Feeding Frenzy

When the COVID-19 pandemic amplified local hunger, these Santa Feans stepped up

Mariam Bartleson and her coworkers hand several bags of meals to a family waiting in a car at Chaparral Elementary School. Everyone waves and smiles, all wearing masks. They clearly know each other.

Since COVID-19 arrived and shut down the schools, Bartleson and her team have been working across the school district as part of the free meal program that has now carried over into the summer—and increased.

Starting mid-June, she and her coworkers began making 140 meals three days a week—up from 90 the previous weeks—in an attempt to plug the significant increase in food insecurity across Santa Fe and New Mexico.

Before the pandemic, hunger in the state was already a major issue: One of every six people and one of every four children deal with food insecurity.

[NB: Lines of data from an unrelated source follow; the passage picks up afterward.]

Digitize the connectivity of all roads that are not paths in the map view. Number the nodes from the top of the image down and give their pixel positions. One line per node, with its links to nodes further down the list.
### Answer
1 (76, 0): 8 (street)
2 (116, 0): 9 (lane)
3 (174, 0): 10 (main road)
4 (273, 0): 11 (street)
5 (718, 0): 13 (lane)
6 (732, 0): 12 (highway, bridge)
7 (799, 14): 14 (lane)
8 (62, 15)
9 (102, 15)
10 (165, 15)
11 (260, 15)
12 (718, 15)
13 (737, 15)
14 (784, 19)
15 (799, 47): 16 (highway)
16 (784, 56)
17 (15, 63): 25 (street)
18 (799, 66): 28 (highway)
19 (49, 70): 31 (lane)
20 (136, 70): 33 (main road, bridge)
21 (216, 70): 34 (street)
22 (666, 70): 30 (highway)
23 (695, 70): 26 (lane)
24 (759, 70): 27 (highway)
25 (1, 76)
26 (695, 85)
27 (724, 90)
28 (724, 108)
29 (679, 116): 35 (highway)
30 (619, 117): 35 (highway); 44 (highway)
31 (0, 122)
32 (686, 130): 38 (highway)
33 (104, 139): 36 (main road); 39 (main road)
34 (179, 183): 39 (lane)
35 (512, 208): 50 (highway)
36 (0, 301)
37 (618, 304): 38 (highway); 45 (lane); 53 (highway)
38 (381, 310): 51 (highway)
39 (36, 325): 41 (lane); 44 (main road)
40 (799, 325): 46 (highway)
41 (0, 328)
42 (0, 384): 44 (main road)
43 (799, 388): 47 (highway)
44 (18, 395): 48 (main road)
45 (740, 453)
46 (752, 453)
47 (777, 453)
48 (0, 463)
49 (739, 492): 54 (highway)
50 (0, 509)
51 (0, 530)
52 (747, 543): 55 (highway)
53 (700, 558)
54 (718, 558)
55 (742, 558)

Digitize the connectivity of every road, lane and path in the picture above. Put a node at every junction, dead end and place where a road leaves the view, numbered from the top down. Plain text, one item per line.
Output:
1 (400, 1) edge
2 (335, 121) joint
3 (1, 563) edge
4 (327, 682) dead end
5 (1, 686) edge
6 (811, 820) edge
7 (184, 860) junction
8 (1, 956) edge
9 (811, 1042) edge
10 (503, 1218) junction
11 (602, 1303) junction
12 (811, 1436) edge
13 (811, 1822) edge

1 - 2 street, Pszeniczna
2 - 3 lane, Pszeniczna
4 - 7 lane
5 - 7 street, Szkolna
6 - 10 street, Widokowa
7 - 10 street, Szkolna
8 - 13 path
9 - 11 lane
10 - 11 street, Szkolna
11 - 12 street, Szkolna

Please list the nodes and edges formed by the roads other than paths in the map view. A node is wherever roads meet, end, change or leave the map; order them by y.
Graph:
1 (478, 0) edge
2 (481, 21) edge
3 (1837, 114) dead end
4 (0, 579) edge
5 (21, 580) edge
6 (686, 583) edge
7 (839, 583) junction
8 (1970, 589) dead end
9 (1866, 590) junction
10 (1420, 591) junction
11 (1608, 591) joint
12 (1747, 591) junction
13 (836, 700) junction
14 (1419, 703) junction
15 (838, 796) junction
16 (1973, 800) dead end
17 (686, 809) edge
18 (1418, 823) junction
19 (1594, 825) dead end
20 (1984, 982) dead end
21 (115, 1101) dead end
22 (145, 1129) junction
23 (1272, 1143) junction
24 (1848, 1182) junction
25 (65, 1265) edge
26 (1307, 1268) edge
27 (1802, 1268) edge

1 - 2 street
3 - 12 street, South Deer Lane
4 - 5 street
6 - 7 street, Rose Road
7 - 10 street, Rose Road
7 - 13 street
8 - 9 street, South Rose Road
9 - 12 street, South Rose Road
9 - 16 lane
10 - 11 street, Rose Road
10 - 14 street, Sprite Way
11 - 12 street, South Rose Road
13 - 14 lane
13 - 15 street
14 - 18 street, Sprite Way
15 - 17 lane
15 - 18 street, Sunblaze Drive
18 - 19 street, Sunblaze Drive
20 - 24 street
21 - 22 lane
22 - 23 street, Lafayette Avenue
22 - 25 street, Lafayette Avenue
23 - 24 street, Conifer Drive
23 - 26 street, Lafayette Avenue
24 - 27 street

In 2014, Feeding America and the New Mexico Association of Food Banks found that of those seeking emergency food assistance, 30% are children, 21% are seniors and 16% are raising their grandchildren.

The changes in the economy and daily life devastated paychecks and closed businesses, with more than 170,000 New Mexicans applying for unemployment since the beginning of the pandemic, leaving many without a way to buy food. According to Feeding America, job loss, sickness and panic-buying of food and essentials further hurt already vulnerable populations.

Feeding America now projects a 6% increase in food insecurity from 2018 to 2020 in Santa Fe County alone as a result of COVID-19, from 10.7% to 16.9% of residents. The organization expects every New Mexico county to experience increases in food insecurity.

Jill Dixon, The Food Depot's director of development, tells SFR while there is no official data on the increase in food insecurity in New Mexico yet, the organization will put together a quarterly report in early July that will reveal how dramatically the need has increased. Anecdotal reports suggest a 30% increase in demand for hunger relief services.

But the people and organizations of Northern New Mexico have stepped up to fill the food gaps in a region already grappling with food deserts and swamps amid large swaths of low-income areas and Native American reservations.

When the stay-at-home orders hit, public schools, nonprofits and colleges increased their food distribution to previously unimagined levels to help stave off an even deeper hunger crisis.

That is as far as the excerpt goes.